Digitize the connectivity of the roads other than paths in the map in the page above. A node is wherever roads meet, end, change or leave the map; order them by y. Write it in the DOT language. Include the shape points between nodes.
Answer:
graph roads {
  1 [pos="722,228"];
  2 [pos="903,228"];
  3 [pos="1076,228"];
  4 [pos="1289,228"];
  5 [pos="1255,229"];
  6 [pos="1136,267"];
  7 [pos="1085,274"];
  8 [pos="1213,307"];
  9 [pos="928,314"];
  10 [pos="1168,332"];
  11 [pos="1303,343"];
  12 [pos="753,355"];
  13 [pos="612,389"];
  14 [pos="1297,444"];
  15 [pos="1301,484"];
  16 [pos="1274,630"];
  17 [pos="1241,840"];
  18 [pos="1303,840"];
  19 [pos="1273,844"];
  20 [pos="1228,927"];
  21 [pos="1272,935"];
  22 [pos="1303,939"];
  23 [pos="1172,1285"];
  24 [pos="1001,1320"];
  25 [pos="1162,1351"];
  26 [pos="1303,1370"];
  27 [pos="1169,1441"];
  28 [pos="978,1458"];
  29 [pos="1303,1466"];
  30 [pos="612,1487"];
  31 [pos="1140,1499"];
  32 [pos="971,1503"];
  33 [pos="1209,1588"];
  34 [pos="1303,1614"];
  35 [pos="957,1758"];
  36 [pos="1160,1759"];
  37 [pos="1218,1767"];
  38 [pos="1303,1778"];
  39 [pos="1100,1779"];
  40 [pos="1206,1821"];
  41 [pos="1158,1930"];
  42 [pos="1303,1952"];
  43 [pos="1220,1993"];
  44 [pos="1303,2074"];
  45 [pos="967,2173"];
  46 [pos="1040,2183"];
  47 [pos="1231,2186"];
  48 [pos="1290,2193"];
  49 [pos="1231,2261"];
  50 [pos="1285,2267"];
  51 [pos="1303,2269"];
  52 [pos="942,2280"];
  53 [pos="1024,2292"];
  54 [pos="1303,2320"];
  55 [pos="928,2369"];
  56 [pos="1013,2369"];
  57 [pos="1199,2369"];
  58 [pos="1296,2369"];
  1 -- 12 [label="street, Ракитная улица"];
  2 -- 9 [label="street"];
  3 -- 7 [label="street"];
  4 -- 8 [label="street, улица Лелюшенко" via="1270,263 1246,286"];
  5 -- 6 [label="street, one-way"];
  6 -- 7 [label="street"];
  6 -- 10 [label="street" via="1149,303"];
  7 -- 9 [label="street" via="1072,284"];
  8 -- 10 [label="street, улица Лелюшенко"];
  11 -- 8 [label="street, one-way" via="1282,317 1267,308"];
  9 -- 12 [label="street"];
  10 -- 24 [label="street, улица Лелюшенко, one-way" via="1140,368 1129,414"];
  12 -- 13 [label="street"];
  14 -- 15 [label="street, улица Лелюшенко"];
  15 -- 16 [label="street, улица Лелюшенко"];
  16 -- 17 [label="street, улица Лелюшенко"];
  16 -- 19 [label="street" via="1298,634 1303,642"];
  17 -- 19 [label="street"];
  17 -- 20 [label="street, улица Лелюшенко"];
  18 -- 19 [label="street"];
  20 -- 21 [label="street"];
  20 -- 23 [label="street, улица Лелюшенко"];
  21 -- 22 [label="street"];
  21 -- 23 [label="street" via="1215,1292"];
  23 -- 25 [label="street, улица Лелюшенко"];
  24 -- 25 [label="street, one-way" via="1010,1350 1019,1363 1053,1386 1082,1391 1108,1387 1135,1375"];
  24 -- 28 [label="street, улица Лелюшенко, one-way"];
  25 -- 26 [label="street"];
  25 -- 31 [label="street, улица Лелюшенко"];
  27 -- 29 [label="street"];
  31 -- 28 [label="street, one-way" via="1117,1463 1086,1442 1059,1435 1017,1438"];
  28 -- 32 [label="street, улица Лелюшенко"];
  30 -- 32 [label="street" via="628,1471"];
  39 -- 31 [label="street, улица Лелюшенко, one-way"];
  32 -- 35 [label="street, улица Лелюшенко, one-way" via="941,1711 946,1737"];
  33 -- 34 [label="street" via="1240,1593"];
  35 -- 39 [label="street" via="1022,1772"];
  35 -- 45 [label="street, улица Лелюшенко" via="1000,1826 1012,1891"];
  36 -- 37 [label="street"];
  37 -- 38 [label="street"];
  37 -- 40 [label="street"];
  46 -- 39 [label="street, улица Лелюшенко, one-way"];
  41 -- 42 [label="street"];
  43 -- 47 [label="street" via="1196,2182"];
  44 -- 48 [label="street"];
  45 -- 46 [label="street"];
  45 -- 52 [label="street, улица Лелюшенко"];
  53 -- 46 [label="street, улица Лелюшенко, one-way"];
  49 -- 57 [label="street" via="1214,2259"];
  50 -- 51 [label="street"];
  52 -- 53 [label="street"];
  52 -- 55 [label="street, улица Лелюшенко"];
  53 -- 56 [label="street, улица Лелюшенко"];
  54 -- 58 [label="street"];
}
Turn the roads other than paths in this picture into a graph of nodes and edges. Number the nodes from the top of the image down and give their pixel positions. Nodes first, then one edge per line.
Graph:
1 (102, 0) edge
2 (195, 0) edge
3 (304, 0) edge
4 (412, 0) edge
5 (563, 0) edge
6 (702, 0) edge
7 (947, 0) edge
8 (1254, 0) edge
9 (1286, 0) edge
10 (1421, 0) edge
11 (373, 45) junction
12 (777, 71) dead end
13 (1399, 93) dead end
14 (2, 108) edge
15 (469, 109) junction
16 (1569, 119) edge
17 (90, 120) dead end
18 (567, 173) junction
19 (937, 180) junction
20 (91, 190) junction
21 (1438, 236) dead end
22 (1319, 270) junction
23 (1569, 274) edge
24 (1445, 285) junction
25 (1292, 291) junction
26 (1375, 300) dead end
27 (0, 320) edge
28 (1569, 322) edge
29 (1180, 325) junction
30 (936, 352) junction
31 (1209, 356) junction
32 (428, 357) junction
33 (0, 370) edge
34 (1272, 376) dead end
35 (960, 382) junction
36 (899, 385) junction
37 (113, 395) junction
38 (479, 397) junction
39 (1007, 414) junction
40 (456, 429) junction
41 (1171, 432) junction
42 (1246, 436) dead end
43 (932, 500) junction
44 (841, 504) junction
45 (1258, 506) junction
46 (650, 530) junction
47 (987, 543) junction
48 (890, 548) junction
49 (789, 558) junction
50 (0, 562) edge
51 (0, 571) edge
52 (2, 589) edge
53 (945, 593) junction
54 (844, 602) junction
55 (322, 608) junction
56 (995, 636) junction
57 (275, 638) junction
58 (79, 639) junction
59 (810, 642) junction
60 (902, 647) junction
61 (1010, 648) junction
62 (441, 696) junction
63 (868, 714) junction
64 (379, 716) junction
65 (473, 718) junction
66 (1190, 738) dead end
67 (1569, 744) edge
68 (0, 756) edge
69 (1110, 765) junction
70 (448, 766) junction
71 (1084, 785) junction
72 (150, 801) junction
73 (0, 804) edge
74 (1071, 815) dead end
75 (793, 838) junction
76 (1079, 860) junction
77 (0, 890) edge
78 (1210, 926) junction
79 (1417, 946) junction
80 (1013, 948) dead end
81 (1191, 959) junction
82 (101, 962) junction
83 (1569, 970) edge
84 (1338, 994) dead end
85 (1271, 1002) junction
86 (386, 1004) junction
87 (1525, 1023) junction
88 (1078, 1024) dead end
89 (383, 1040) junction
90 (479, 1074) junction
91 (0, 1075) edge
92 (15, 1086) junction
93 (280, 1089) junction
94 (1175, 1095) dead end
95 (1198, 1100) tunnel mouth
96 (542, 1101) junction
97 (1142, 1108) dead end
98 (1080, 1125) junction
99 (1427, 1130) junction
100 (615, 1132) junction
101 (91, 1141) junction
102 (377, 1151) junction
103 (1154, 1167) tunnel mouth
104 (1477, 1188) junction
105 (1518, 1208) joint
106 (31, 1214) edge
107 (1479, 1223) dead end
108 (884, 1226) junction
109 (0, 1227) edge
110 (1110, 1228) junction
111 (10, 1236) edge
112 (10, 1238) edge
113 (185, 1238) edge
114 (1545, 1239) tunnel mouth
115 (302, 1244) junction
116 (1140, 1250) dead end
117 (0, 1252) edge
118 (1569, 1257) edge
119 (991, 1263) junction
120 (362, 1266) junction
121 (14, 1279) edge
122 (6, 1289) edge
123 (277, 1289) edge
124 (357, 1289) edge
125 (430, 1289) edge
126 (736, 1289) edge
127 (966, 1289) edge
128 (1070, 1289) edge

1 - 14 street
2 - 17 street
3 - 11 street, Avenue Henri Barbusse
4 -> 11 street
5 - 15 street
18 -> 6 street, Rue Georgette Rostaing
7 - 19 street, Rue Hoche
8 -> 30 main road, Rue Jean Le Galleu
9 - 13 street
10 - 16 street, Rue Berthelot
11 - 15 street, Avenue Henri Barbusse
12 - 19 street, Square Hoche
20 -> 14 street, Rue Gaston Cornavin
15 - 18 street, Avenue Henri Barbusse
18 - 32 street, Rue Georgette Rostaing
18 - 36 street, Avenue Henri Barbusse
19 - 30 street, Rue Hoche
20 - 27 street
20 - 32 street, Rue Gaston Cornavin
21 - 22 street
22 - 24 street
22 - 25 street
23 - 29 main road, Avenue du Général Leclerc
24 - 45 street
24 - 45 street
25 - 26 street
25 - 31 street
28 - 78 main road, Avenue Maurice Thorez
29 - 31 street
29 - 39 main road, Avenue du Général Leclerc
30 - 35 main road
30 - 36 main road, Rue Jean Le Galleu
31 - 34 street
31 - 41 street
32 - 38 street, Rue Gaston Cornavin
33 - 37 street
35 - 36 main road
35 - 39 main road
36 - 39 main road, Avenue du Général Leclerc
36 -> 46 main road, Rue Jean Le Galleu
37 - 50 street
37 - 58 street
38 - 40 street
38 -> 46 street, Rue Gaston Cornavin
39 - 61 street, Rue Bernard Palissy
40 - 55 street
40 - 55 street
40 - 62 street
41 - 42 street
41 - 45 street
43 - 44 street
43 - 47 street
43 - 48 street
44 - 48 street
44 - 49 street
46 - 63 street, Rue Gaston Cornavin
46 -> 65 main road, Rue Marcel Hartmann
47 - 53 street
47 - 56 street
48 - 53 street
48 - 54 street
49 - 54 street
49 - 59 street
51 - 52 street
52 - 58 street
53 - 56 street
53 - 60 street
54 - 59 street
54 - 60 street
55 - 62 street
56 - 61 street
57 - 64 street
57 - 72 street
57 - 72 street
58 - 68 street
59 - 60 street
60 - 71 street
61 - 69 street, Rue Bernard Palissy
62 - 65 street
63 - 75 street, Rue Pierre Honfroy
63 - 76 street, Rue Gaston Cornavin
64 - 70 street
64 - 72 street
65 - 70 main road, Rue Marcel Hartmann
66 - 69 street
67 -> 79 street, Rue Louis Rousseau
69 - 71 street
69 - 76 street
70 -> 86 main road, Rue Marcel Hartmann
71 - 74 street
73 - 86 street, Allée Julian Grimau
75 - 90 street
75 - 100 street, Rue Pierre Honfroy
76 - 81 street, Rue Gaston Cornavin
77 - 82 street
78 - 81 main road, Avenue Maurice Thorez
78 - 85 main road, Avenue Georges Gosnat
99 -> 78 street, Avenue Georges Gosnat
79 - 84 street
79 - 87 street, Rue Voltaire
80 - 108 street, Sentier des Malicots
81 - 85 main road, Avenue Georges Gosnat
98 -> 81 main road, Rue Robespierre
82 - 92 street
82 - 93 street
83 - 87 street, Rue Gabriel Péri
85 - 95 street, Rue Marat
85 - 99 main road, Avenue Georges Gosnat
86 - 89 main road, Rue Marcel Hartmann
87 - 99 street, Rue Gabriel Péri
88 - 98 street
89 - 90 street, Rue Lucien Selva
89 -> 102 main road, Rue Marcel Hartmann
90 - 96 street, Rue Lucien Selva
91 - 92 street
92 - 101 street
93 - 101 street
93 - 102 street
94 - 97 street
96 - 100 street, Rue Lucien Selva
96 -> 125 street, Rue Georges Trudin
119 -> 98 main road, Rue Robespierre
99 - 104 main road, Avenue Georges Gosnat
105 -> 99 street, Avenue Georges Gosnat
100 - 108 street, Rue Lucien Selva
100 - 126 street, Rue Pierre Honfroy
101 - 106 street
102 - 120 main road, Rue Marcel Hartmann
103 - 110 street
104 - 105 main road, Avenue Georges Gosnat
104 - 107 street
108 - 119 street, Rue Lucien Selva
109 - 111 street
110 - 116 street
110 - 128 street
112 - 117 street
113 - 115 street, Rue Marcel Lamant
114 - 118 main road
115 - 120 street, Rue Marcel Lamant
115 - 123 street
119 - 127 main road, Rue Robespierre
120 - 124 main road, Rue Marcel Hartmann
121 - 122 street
____
* **REQUIRED WORK**
Collect the complete line wherever the string "tunnel" appears in the records.

* **ANSWER SECTION**
95 (1198, 1100) tunnel mouth
103 (1154, 1167) tunnel mouth
114 (1545, 1239) tunnel mouth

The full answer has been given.